**EXERCISE**. Below are the records; copy each line in which "Parker" can be found.

**GIVEN DATA**.
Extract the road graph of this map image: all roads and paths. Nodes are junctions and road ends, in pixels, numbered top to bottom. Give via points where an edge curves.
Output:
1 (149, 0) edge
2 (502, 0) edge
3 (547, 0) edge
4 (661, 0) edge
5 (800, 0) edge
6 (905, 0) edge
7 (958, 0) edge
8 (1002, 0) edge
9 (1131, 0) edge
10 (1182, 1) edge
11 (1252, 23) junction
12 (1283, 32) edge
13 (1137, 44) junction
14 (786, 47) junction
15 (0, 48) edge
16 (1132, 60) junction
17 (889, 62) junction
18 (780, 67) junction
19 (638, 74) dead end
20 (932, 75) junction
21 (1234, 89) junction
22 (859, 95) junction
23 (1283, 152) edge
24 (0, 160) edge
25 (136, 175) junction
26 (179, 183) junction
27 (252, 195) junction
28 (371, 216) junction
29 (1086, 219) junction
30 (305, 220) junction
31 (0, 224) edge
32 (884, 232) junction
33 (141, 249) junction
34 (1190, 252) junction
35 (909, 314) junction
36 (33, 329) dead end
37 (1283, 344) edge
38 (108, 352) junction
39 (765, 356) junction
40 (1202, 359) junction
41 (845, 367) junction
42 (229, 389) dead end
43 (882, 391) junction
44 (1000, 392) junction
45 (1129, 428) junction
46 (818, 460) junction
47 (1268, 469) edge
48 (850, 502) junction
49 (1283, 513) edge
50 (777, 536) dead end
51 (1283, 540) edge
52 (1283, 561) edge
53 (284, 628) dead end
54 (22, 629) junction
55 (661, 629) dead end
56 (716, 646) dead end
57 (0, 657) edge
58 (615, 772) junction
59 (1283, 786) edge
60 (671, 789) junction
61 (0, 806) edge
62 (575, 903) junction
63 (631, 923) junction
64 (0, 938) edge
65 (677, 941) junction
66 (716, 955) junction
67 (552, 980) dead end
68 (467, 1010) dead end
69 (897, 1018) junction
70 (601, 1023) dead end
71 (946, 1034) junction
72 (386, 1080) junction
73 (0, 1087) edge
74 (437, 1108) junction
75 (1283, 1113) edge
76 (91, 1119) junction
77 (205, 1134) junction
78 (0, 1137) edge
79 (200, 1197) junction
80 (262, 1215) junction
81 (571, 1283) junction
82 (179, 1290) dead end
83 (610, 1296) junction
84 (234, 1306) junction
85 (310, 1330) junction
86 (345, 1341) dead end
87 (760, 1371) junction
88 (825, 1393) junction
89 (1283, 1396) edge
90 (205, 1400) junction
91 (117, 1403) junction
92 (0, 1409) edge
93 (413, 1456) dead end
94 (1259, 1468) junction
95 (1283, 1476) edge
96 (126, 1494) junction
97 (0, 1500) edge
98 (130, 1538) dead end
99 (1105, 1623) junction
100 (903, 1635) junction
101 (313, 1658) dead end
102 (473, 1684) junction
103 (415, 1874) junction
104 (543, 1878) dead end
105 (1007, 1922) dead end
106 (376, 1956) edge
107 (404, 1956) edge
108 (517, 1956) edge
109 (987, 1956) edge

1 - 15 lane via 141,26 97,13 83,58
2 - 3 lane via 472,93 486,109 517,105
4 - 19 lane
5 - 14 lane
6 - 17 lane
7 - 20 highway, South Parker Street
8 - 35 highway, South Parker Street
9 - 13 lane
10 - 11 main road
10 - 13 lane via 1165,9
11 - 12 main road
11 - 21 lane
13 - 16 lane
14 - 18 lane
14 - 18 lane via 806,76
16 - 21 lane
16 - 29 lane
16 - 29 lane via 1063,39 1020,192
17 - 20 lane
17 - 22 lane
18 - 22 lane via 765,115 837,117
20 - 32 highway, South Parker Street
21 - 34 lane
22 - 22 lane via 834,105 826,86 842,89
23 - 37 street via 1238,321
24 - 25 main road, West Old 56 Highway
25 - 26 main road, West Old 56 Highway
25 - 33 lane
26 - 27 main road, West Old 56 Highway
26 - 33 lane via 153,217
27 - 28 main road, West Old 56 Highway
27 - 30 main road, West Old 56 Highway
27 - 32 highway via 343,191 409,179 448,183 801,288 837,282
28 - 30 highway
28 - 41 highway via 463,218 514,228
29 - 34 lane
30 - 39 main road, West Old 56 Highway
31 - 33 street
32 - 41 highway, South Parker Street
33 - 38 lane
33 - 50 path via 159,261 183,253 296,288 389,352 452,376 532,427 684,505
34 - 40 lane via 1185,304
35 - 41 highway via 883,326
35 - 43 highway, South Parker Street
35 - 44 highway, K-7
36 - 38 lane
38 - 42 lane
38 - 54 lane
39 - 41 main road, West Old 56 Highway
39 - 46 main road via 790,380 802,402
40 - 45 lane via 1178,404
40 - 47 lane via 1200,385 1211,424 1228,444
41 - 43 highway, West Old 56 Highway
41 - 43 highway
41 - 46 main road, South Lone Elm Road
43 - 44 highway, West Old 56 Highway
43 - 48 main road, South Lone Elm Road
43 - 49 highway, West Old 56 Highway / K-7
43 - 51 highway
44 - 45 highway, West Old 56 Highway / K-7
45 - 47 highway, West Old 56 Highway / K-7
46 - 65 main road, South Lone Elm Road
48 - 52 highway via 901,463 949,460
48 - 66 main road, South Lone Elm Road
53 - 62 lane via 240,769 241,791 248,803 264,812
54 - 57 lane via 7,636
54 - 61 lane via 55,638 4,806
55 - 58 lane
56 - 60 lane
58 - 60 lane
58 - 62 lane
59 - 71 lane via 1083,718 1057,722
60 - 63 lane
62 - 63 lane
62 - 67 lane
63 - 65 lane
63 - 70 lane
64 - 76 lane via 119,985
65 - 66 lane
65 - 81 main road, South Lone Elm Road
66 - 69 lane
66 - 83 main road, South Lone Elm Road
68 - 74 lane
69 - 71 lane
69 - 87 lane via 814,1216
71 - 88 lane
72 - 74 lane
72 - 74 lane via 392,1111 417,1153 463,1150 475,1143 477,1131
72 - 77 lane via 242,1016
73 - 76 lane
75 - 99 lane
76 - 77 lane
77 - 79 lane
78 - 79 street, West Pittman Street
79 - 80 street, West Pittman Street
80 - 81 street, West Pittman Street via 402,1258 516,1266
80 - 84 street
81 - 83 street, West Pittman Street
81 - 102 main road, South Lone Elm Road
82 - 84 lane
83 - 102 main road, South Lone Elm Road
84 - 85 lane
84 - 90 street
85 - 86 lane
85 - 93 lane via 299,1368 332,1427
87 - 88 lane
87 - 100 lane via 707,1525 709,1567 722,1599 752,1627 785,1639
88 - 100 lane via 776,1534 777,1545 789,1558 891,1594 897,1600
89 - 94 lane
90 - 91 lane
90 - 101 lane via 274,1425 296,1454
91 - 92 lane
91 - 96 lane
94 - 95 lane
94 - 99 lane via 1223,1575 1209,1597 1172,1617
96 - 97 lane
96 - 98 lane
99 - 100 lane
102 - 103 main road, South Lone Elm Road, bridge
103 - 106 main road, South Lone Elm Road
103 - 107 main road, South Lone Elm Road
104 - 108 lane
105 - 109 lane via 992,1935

**YOUR SOLUTION**.
7 - 20 highway, South Parker Street
8 - 35 highway, South Parker Street
20 - 32 highway, South Parker Street
32 - 41 highway, South Parker Street
35 - 43 highway, South Parker Street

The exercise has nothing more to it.